Demands on schools increased during the Covid-19 pandemic with parents looking for a focus on structured well-being provisions, rigorous distance learning, and health and safety protocols, an international conference heard.
Parents are now deciding which schools to send their children to based on these services and the school’s ability to respond to a crisis, in addition to the more common education-related factors, a study by ISC Research, an educational data provider in the UK said.
On Thursday, ISC Research organised a virtual conference addressing the disruption and transformation of international education due the pandemic.
During the event, teachers and education experts discussed the pandemic-induced crisis in the global education market.
Education experts shared advice for schools on attracting pupils in an increasingly competitive market.
David Harkin, chief executive of 8billionideas, an online learning service, urged schools to make retaining pupils a higher priority than enrolling children.

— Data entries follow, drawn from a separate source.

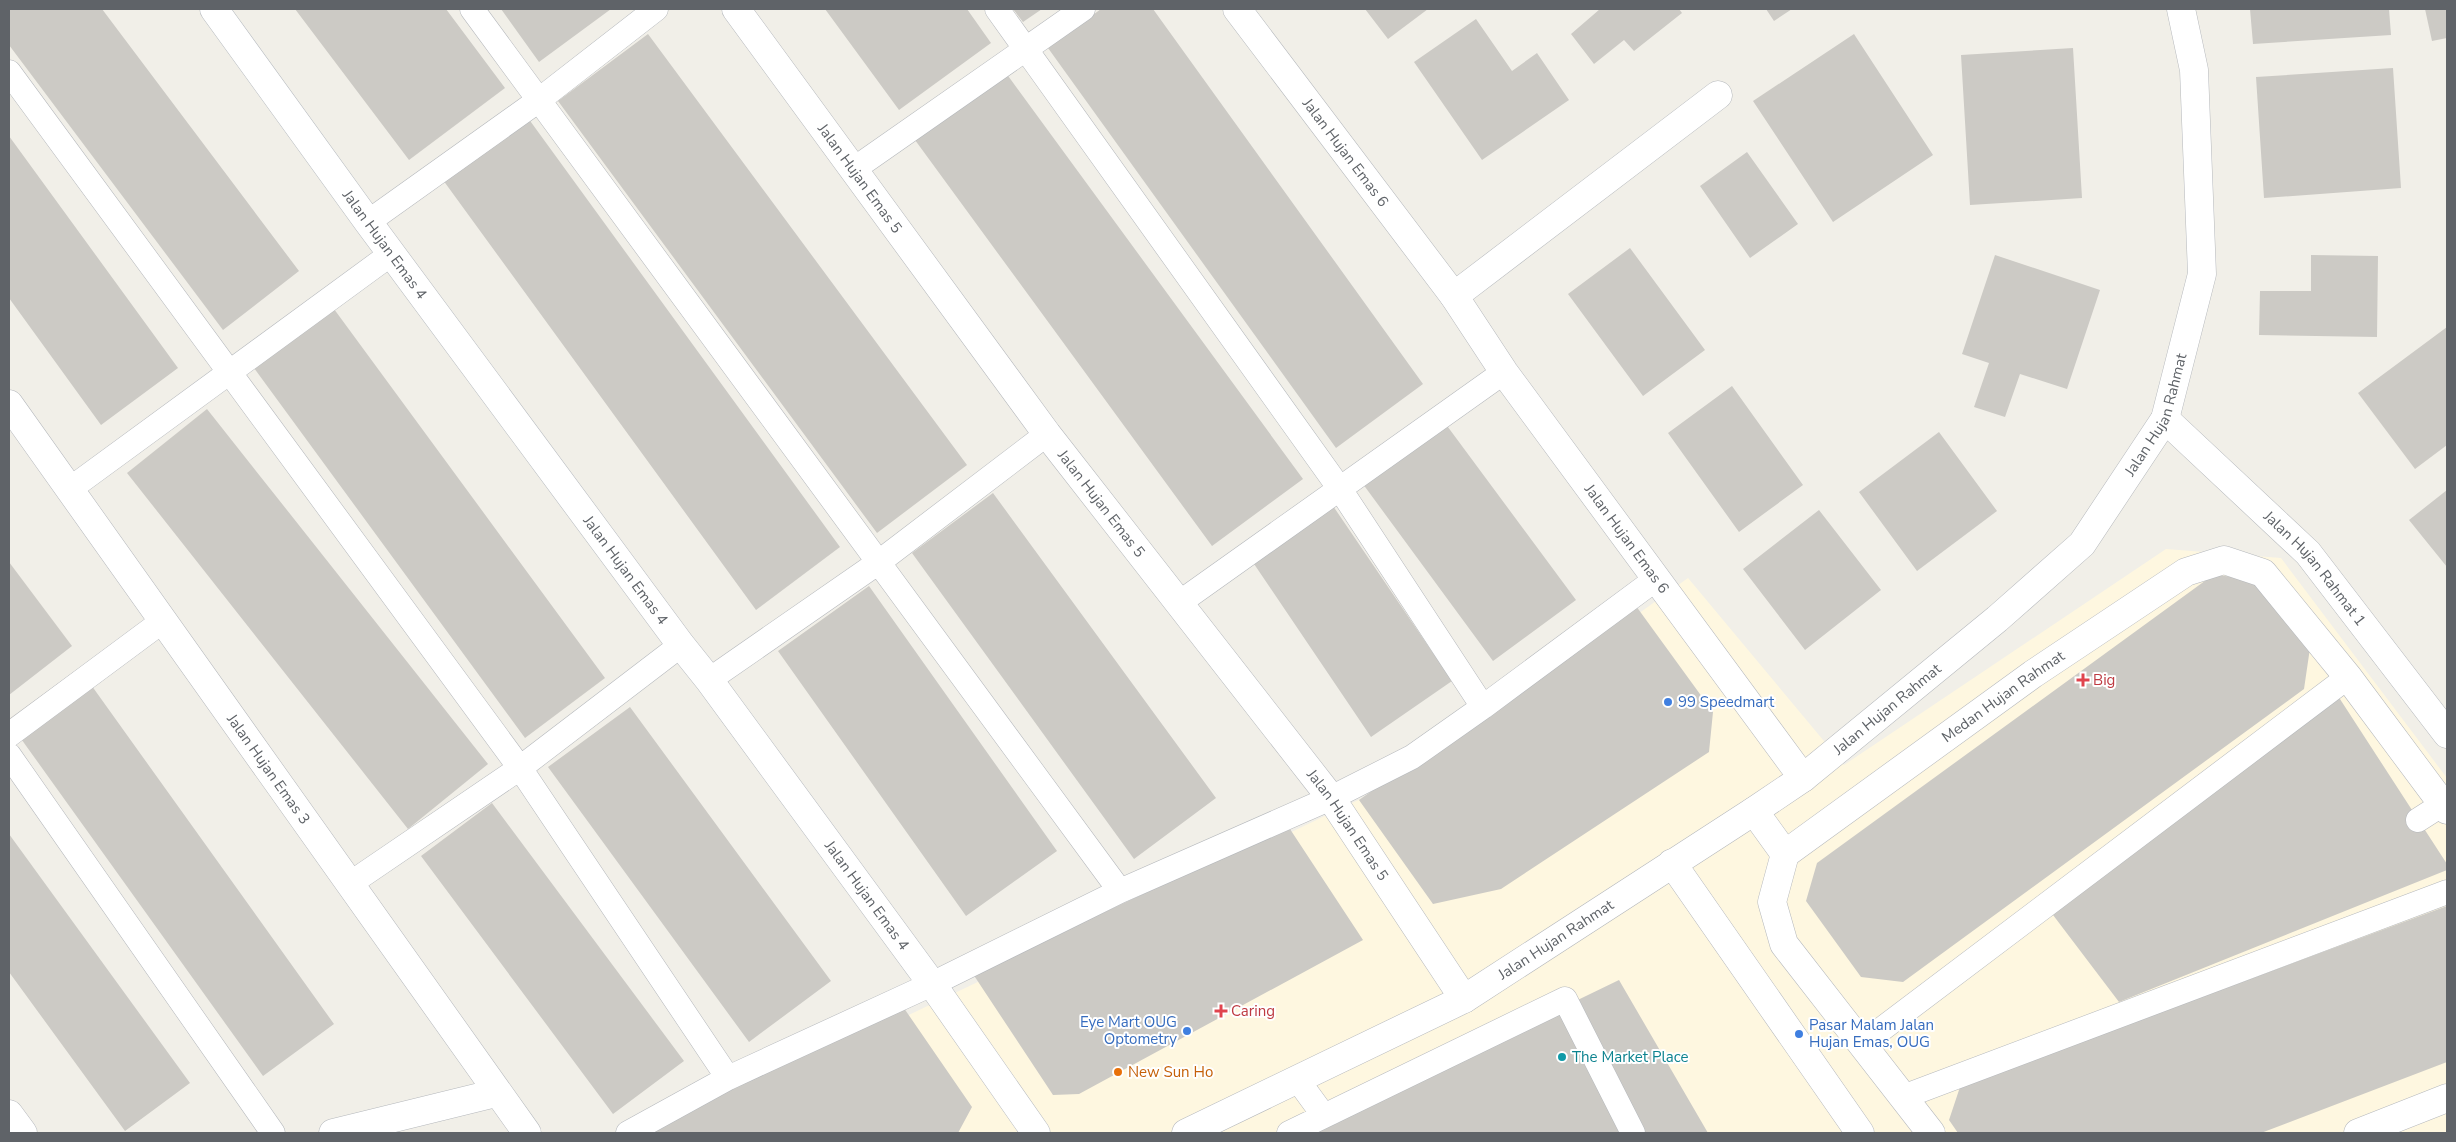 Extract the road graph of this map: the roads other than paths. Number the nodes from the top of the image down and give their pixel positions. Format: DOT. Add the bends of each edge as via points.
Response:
graph roads {
  1 [pos="214,9"];
  2 [pos="472,9"];
  3 [pos="656,9"];
  4 [pos="736,9"];
  5 [pos="997,9"];
  6 [pos="1083,9"];
  7 [pos="1237,9"];
  8 [pos="2182,9"];
  9 [pos="1028,49"];
  10 [pos="9,72"];
  11 [pos="1718,94"];
  12 [pos="540,100"];
  13 [pos="854,169"];
  14 [pos="368,222"];
  15 [pos="391,254"];
  16 [pos="1454,296"];
  17 [pos="229,371"];
  18 [pos="1504,372"];
  19 [pos="9,404"];
  20 [pos="2165,419"];
  21 [pos="1047,434"];
  22 [pos="70,489"];
  23 [pos="1340,489"];
  24 [pos="879,562"];
  25 [pos="1656,579"];
  26 [pos="1179,603"];
  27 [pos="164,620"];
  28 [pos="681,645"];
  29 [pos="2348,677"];
  30 [pos="710,680"];
  31 [pos="1484,707"];
  32 [pos="2447,734"];
  33 [pos="9,735"];
  34 [pos="9,755"];
  35 [pos="520,768"];
  36 [pos="1803,778"];
  37 [pos="1331,798"];
  38 [pos="2445,807"];
  39 [pos="1754,811"];
  40 [pos="2418,820"];
  41 [pos="1785,854"];
  42 [pos="1672,863"];
  43 [pos="351,883"];
  44 [pos="1120,891"];
  45 [pos="2447,892"];
  46 [pos="932,984"];
  47 [pos="1464,999"];
  48 [pos="1862,1044"];
  49 [pos="728,1078"];
  50 [pos="1297,1079"];
  51 [pos="496,1093"];
  52 [pos="1903,1097"];
  53 [pos="2447,1098"];
  54 [pos="9,1114"];
  55 [pos="1324,1116"];
  56 [pos="23,1133"];
  57 [pos="273,1133"];
  58 [pos="333,1133"];
  59 [pos="527,1133"];
  60 [pos="628,1133"];
  61 [pos="1036,1133"];
  62 [pos="1186,1133"];
  63 [pos="1289,1133"];
  64 [pos="1633,1133"];
  65 [pos="1860,1133"];
  66 [pos="1931,1133"];
  67 [pos="2358,1133"];
  1 -- 14 [label="street, Jalan Hujan Emas 4"];
  2 -- 12 [label="lane"];
  3 -- 12 [label="lane"];
  4 -- 13 [label="street, Jalan Hujan Emas 5"];
  5 -- 9 [label="lane"];
  6 -- 9 [label="lane"];
  7 -- 16 [label="street, Jalan Hujan Emas 6"];
  8 -- 20 [label="street, Jalan Hujan Rahmat" via="2194,70 2202,274"];
  9 -- 13 [label="lane"];
  9 -- 23 [label="lane"];
  10 -- 17 [label="lane"];
  11 -- 16 [label="street"];
  12 -- 14 [label="lane"];
  12 -- 24 [label="lane"];
  13 -- 21 [label="street, Jalan Hujan Emas 5"];
  14 -- 15 [label="street, Jalan Hujan Emas 4"];
  15 -- 17 [label="lane"];
  15 -- 28 [label="street, Jalan Hujan Emas 4"];
  16 -- 18 [label="street, Jalan Hujan Emas 6"];
  17 -- 22 [label="lane"];
  17 -- 35 [label="lane"];
  18 -- 23 [label="lane"];
  18 -- 25 [label="street, Jalan Hujan Emas 6"];
  19 -- 22 [label="street, Jalan Hujan Emas 3"];
  20 -- 32 [label="street, Jalan Hujan Rahmat 1" via="2308,553"];
  20 -- 36 [label="street, Jalan Hujan Rahmat" via="2082,544 1997,619"];
  21 -- 24 [label="lane"];
  21 -- 26 [label="street, Jalan Hujan Emas 5"];
  22 -- 27 [label="street, Jalan Hujan Emas 3"];
  23 -- 26 [label="lane"];
  23 -- 31 [label="lane"];
  24 -- 30 [label="lane"];
  24 -- 44 [label="lane"];
  25 -- 31 [label="lane"];
  25 -- 36 [label="street, Jalan Hujan Emas 6"];
  26 -- 37 [label="street, Jalan Hujan Emas 5"];
  27 -- 33 [label="lane"];
  27 -- 43 [label="street, Jalan Hujan Emas 3"];
  28 -- 30 [label="street, Jalan Hujan Emas 4"];
  28 -- 35 [label="lane"];
  29 -- 38 [label="street, Medan Hujan Rahmat"];
  29 -- 41 [label="street, Medan Hujan Rahmat" via="2263,573 2224,560 2186,572 2033,674"];
  29 -- 48 [label="lane"];
  30 -- 46 [label="street, Jalan Hujan Emas 4"];
  31 -- 37 [label="lane" via="1412,757"];
  34 -- 57 [label="lane"];
  35 -- 43 [label="lane"];
  35 -- 49 [label="lane"];
  36 -- 39 [label="street, Jalan Hujan Rahmat"];
  37 -- 44 [label="lane"];
  37 -- 47 [label="street, Jalan Hujan Emas 5"];
  38 -- 40 [label="lane"];
  39 -- 41 [label="street"];
  39 -- 42 [label="street, Jalan Hujan Rahmat"];
  41 -- 48 [label="street" via="1772,902 1784,944"];
  42 -- 47 [label="street, Jalan Hujan Rahmat"];
  42 -- 65 [label="street"];
  43 -- 51 [label="street, Jalan Hujan Emas 3"];
  44 -- 46 [label="lane"];
  45 -- 52 [label="lane"];
  46 -- 49 [label="lane"];
  46 -- 61 [label="street, Jalan Hujan Emas 4"];
  47 -- 50 [label="street, Jalan Hujan Rahmat"];
  48 -- 52 [label="street"];
  49 -- 60 [label="lane"];
  50 -- 55 [label="lane"];
  50 -- 62 [label="street, Jalan Hujan Rahmat"];
  51 -- 58 [label="street"];
  51 -- 59 [label="street, Jalan Hujan Emas 3"];
  52 -- 66 [label="street"];
  53 -- 67 [label="street"];
  54 -- 56 [label="street"];
  55 -- 63 [label="lane"];
  55 -- 64 [label="lane" via="1565,998"];
}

“Parents' demands will continue to change. We have seen industries destroyed and some created in the last 16 months,” said Mr Harkin.
“Show your parents that you are going above and beyond.
“Think about every part of the pupil and parent's journey.
“Make retention a much higher priority. We always talk about getting pupils into the school but we don't hear of retention strategies.”
Mental health and well-being have been high on the agenda for schools in the UAE throughout the most recent school year.
Gems Legacy School launched a mental health curriculum for pupils in grades 3 to 6 in April this year, while mental health and well-being studies will be part of the curriculum when Brighton College Dubai launches its sixth form in September.
As part of the Brighton College programme, teenagers will be taught about food and nutrition, exercise, communication, leadership, resilience and positive relationships.
Alan Williamson, chief executive of Taaleem, which runs 13 schools in the Emirates, said parents and pupils are “looking for security".
“Schools should also offer a clear USP in a very competitive market,” said Mr Williamson.
“We looked after our staff, especially our teachers. They stayed with Taaleem and unlike other schools, we have an average departure of only 15 per cent and 10 per cent in the British Schools. This is amazing given the pandemic.”
Tim Barker, business development director at English UK, the national association of English language centres in the UK, said schools needed to listen to pupils and not focus only on teaching them.
“We need to listen to what pupils have to say. The young people at our school will tell you what's important to them,” said Mr Barker.
He said schools had to be willing to push back against parents.
“Sometimes young people need space to form their own bonds and craft their own spaces while parents may want hands-on attention all the time,” he said.
Most school campuses across the world closed for face-to-face learning around March 2020, with some schools reopening, either fully or for online or blended learning, in late summer, while others reopened for the new 2020-2021 academic year.